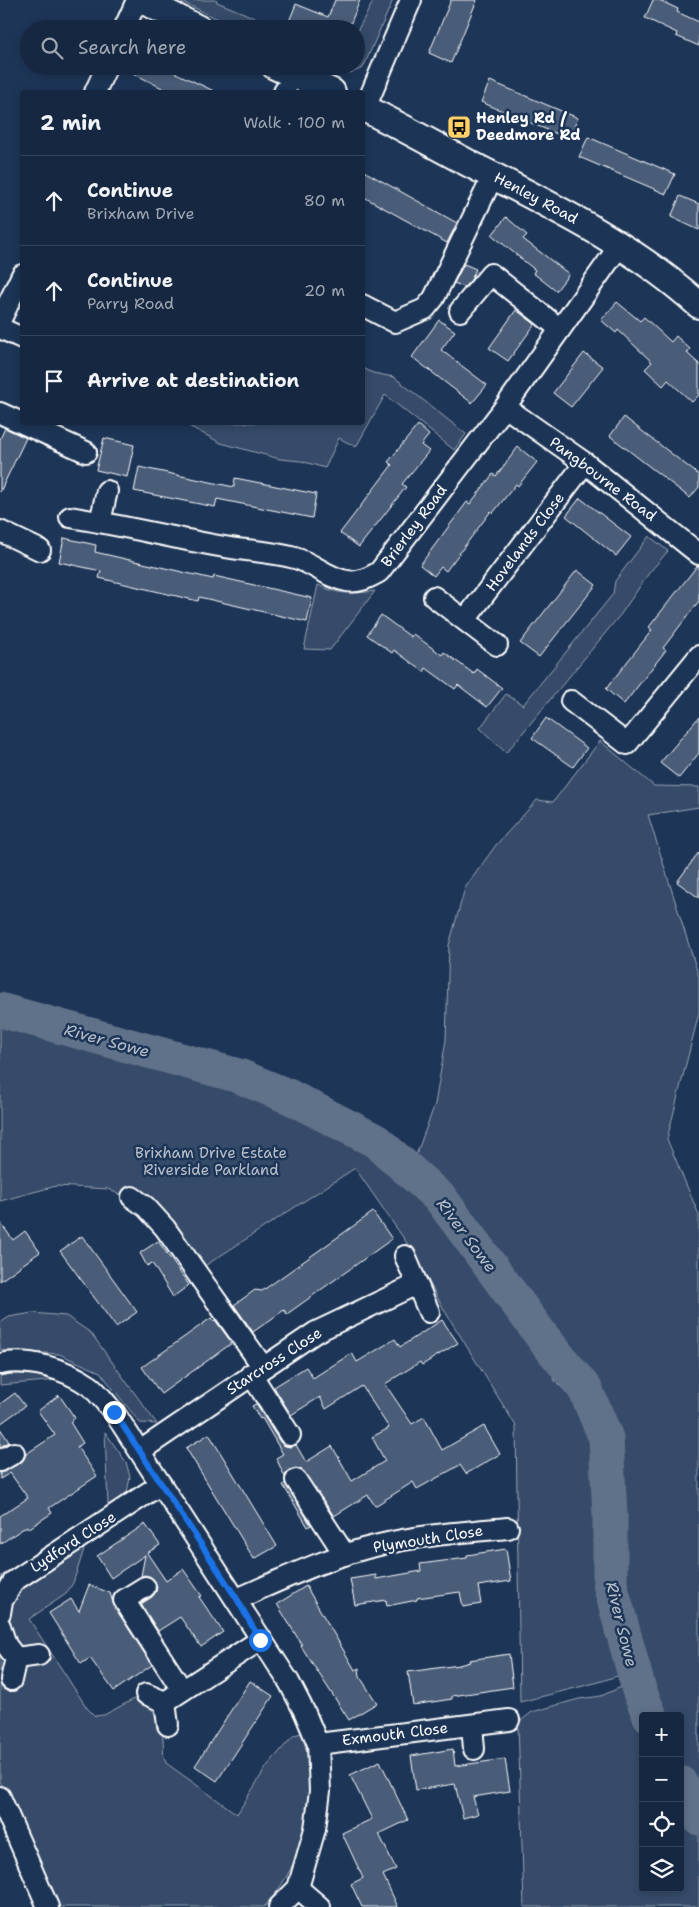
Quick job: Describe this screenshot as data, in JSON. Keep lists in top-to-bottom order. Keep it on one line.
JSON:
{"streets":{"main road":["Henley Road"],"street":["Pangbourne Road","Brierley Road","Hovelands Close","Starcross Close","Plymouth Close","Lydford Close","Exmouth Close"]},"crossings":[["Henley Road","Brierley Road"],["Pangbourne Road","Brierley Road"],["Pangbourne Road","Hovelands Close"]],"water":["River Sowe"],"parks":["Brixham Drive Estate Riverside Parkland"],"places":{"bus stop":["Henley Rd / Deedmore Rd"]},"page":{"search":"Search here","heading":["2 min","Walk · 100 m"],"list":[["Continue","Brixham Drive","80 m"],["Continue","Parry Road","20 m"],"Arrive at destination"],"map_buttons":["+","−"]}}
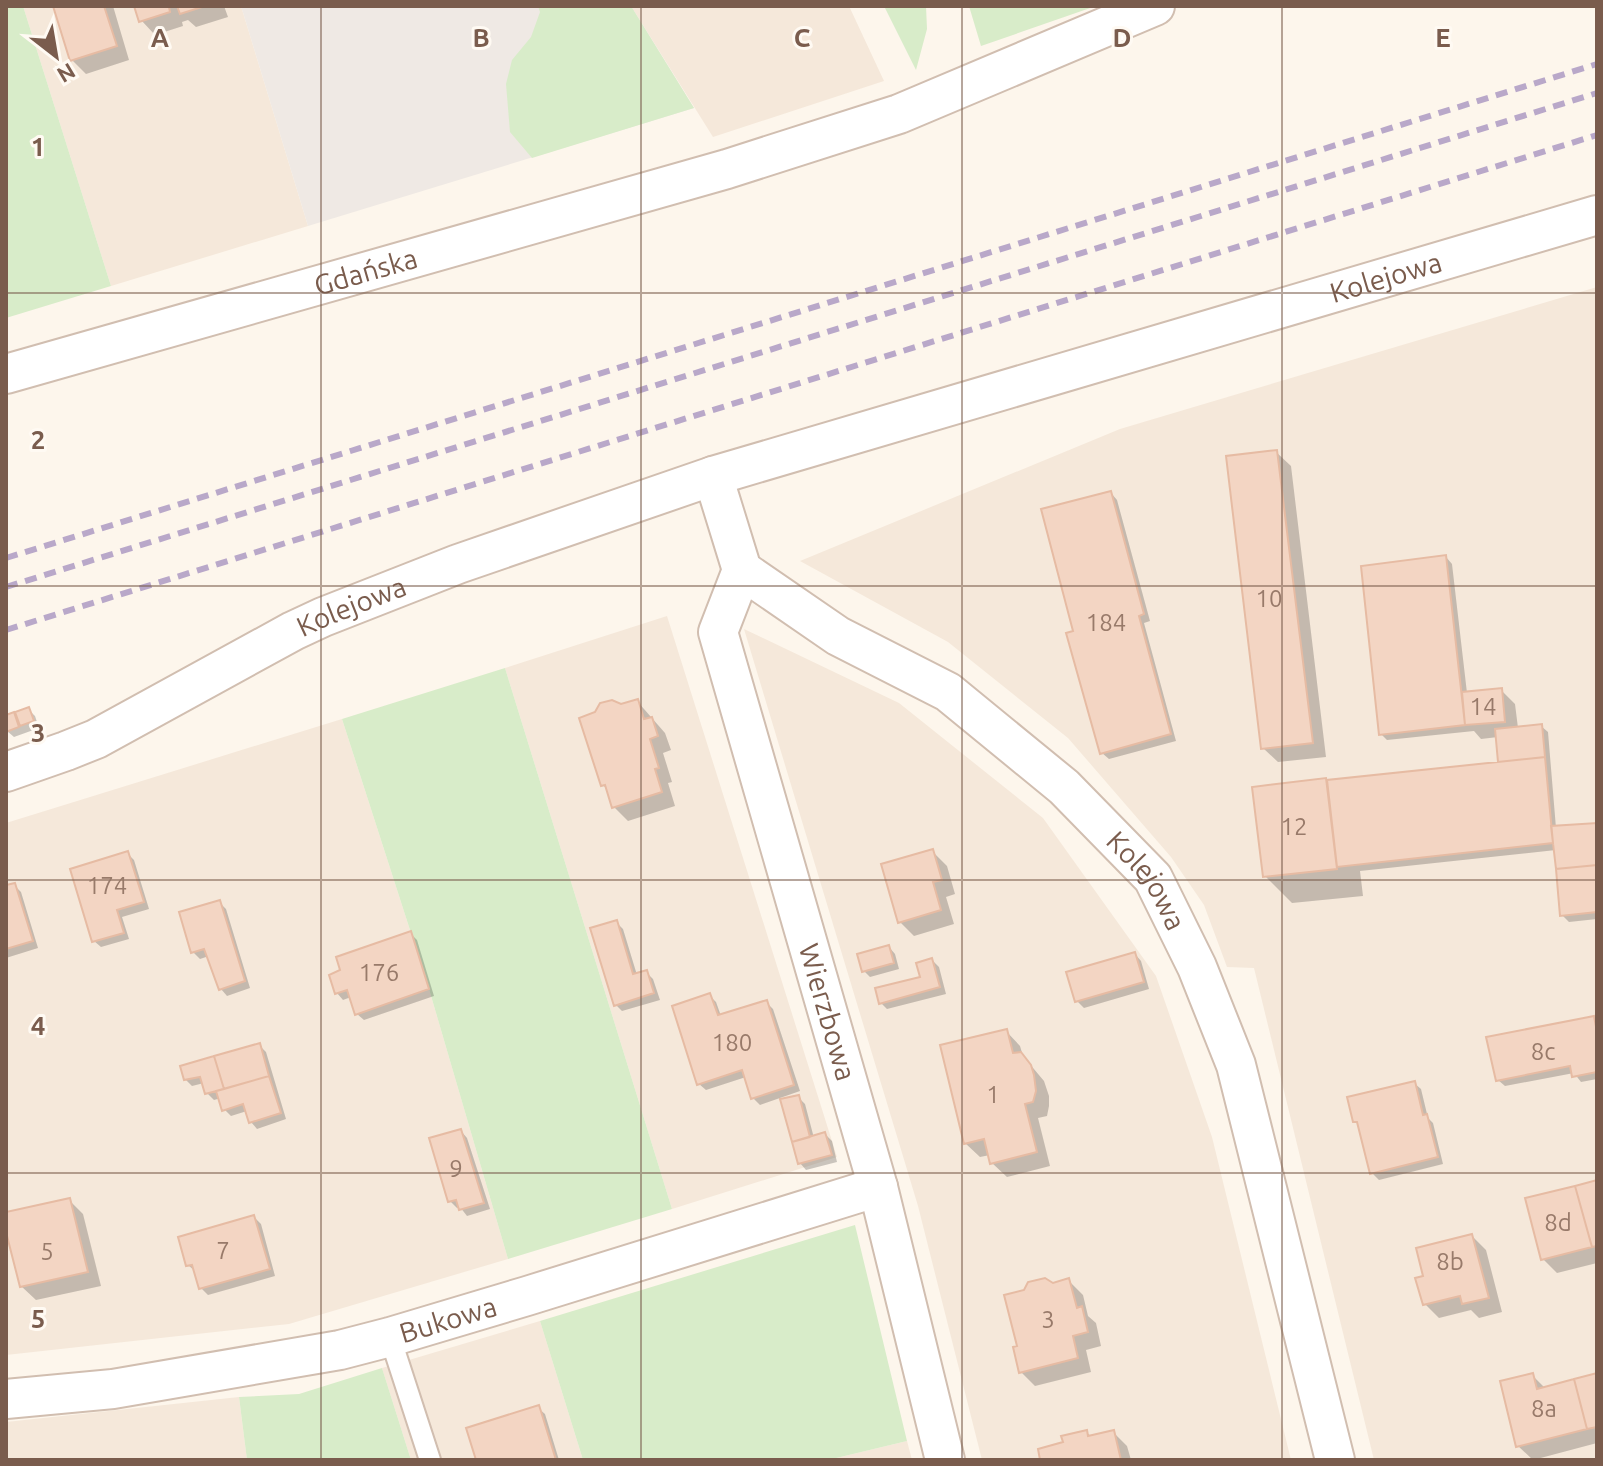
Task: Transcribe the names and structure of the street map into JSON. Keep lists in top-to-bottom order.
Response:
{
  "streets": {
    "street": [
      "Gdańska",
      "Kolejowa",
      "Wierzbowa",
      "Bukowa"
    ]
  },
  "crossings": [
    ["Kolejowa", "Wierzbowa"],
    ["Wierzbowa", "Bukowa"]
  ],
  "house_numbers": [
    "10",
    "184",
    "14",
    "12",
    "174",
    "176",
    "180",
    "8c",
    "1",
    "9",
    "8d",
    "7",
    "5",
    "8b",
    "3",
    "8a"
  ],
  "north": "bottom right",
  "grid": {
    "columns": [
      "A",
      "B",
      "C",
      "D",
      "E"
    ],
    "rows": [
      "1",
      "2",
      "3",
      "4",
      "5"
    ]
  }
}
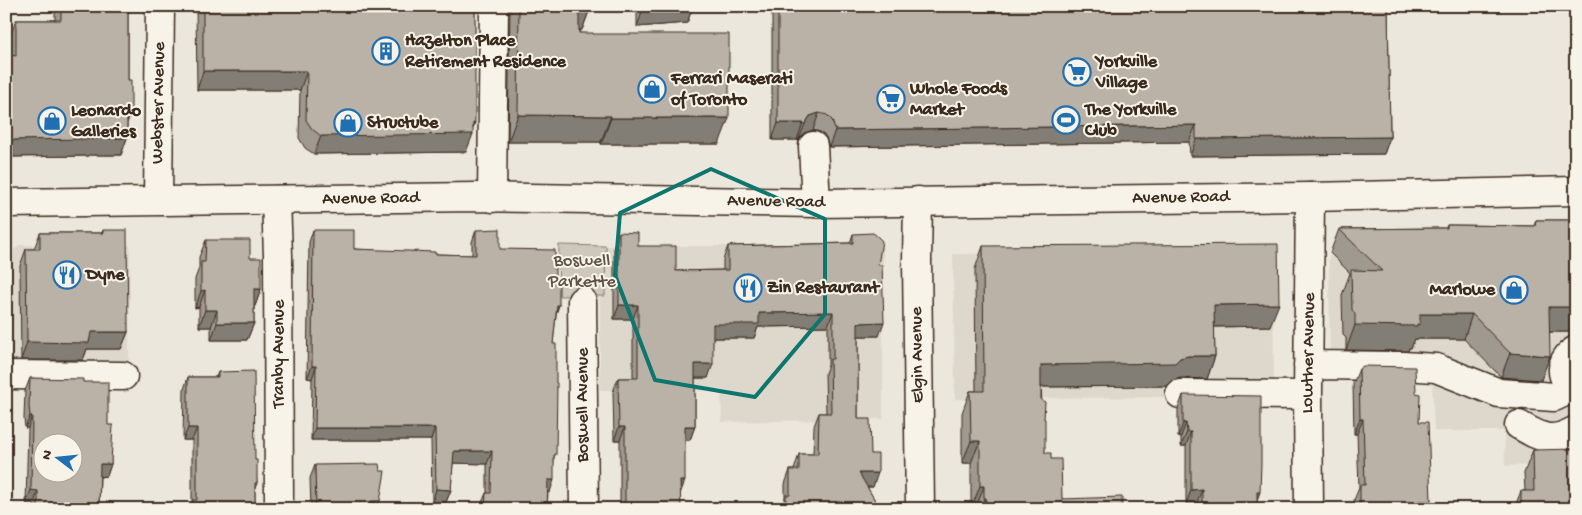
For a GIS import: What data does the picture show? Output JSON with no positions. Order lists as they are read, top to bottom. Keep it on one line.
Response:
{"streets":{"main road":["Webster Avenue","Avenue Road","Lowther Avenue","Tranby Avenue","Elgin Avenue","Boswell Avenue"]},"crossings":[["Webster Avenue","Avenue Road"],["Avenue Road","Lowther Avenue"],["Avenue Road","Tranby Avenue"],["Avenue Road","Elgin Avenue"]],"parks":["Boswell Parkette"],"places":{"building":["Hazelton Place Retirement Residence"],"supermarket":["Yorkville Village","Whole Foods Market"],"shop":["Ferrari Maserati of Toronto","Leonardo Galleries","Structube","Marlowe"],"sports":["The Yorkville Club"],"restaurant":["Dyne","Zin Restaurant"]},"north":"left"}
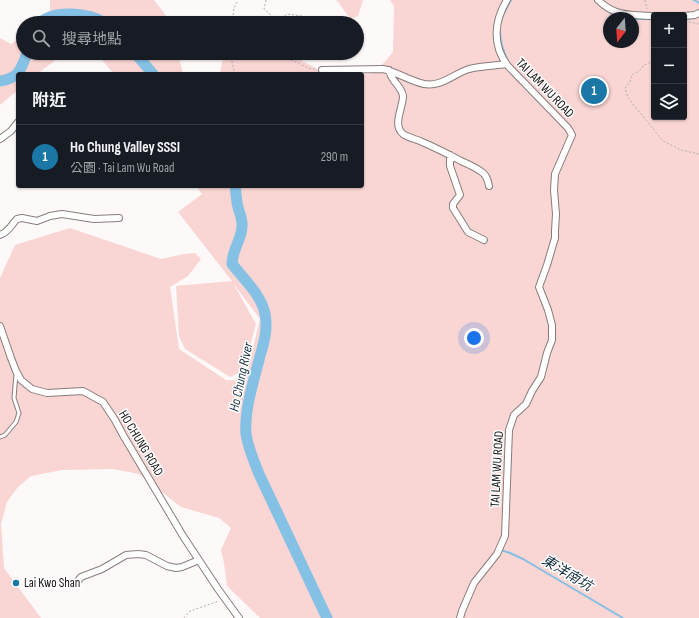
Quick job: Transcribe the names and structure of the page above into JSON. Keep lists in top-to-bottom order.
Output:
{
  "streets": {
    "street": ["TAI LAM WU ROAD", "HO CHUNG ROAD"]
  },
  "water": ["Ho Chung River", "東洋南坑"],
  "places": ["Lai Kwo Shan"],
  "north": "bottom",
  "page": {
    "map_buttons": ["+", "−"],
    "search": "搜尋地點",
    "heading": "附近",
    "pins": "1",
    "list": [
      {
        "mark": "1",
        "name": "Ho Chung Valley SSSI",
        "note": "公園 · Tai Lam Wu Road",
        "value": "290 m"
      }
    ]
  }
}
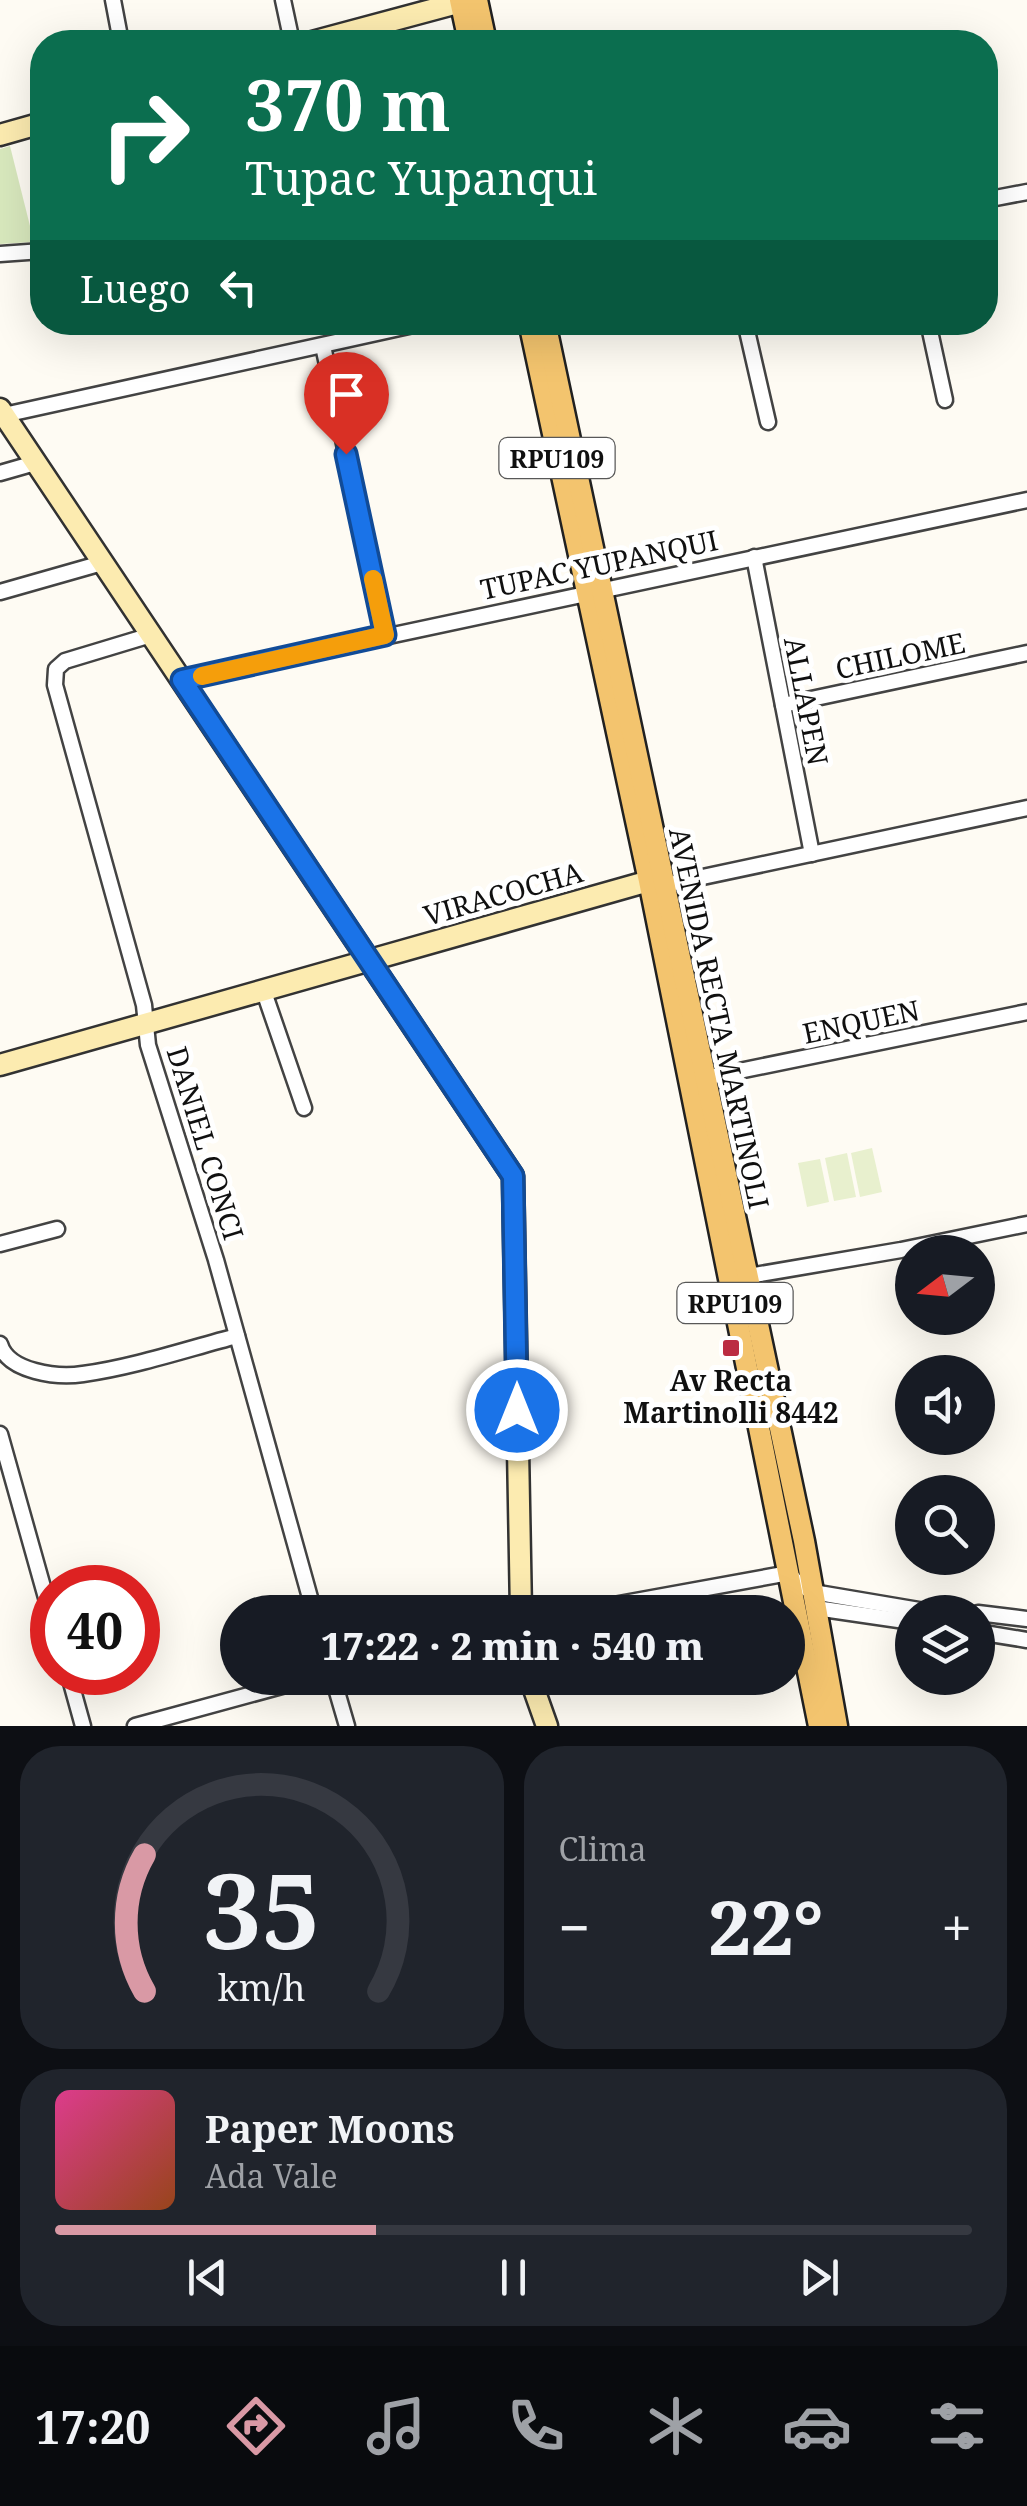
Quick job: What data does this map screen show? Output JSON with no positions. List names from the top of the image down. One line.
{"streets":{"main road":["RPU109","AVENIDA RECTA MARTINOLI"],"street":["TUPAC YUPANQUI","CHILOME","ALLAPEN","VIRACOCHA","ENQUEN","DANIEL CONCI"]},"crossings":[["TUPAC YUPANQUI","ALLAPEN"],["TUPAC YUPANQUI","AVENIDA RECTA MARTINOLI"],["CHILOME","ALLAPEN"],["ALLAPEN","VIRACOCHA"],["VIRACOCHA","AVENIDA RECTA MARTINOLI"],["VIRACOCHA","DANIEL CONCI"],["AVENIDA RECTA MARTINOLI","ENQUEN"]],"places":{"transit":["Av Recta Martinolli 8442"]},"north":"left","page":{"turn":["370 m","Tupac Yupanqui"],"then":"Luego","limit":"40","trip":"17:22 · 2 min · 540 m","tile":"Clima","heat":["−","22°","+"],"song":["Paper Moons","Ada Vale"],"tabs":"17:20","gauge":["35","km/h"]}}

_Task details_
Everything in the records above should be printed exactly, apart from the pictures.

_Written response_
Quick job: Describe this screenshot as data, in JSON. Keep lists in top-to-bottom order. Keep it on one line.
JSON:
{"streets":{"main road":["Henley Road"],"street":["Pangbourne Road","Brierley Road","Hovelands Close","Starcross Close","Plymouth Close","Lydford Close","Exmouth Close"]},"crossings":[["Henley Road","Brierley Road"],["Pangbourne Road","Brierley Road"],["Pangbourne Road","Hovelands Close"]],"water":["River Sowe"],"parks":["Brixham Drive Estate Riverside Parkland"],"places":{"bus stop":["Henley Rd / Deedmore Rd"]},"page":{"search":"Search here","heading":["2 min","Walk · 100 m"],"list":[["Continue","Brixham Drive","80 m"],["Continue","Parry Road","20 m"],"Arrive at destination"],"map_buttons":["+","−"]}}
Task: Transcribe the names and structure of the street map into JSON. Keep lists in top-to-bottom order.
Response:
{
  "streets": {
    "street": [
      "Gdańska",
      "Kolejowa",
      "Wierzbowa",
      "Bukowa"
    ]
  },
  "crossings": [
    ["Kolejowa", "Wierzbowa"],
    ["Wierzbowa", "Bukowa"]
  ],
  "house_numbers": [
    "10",
    "184",
    "14",
    "12",
    "174",
    "176",
    "180",
    "8c",
    "1",
    "9",
    "8d",
    "7",
    "5",
    "8b",
    "3",
    "8a"
  ],
  "north": "bottom right",
  "grid": {
    "columns": [
      "A",
      "B",
      "C",
      "D",
      "E"
    ],
    "rows": [
      "1",
      "2",
      "3",
      "4",
      "5"
    ]
  }
}
For a GIS import: What data does the picture show? Output JSON with no positions. Order lists as they are read, top to bottom. Keep it on one line.
Response:
{"streets":{"main road":["Webster Avenue","Avenue Road","Lowther Avenue","Tranby Avenue","Elgin Avenue","Boswell Avenue"]},"crossings":[["Webster Avenue","Avenue Road"],["Avenue Road","Lowther Avenue"],["Avenue Road","Tranby Avenue"],["Avenue Road","Elgin Avenue"]],"parks":["Boswell Parkette"],"places":{"building":["Hazelton Place Retirement Residence"],"supermarket":["Yorkville Village","Whole Foods Market"],"shop":["Ferrari Maserati of Toronto","Leonardo Galleries","Structube","Marlowe"],"sports":["The Yorkville Club"],"restaurant":["Dyne","Zin Restaurant"]},"north":"left"}
Quick job: Transcribe the names and structure of the page above into JSON. Keep lists in top-to-bottom order.
Output:
{
  "streets": {
    "street": ["TAI LAM WU ROAD", "HO CHUNG ROAD"]
  },
  "water": ["Ho Chung River", "東洋南坑"],
  "places": ["Lai Kwo Shan"],
  "north": "bottom",
  "page": {
    "map_buttons": ["+", "−"],
    "search": "搜尋地點",
    "heading": "附近",
    "pins": "1",
    "list": [
      {
        "mark": "1",
        "name": "Ho Chung Valley SSSI",
        "note": "公園 · Tai Lam Wu Road",
        "value": "290 m"
      }
    ]
  }
}
Quick job: What data does this map screen show? Output JSON with no positions. List names from the top of the image down. One line.
{"streets":{"main road":["RPU109","AVENIDA RECTA MARTINOLI"],"street":["TUPAC YUPANQUI","CHILOME","ALLAPEN","VIRACOCHA","ENQUEN","DANIEL CONCI"]},"crossings":[["TUPAC YUPANQUI","ALLAPEN"],["TUPAC YUPANQUI","AVENIDA RECTA MARTINOLI"],["CHILOME","ALLAPEN"],["ALLAPEN","VIRACOCHA"],["VIRACOCHA","AVENIDA RECTA MARTINOLI"],["VIRACOCHA","DANIEL CONCI"],["AVENIDA RECTA MARTINOLI","ENQUEN"]],"places":{"transit":["Av Recta Martinolli 8442"]},"north":"left","page":{"turn":["370 m","Tupac Yupanqui"],"then":"Luego","limit":"40","trip":"17:22 · 2 min · 540 m","tile":"Clima","heat":["−","22°","+"],"song":["Paper Moons","Ada Vale"],"tabs":"17:20","gauge":["35","km/h"]}}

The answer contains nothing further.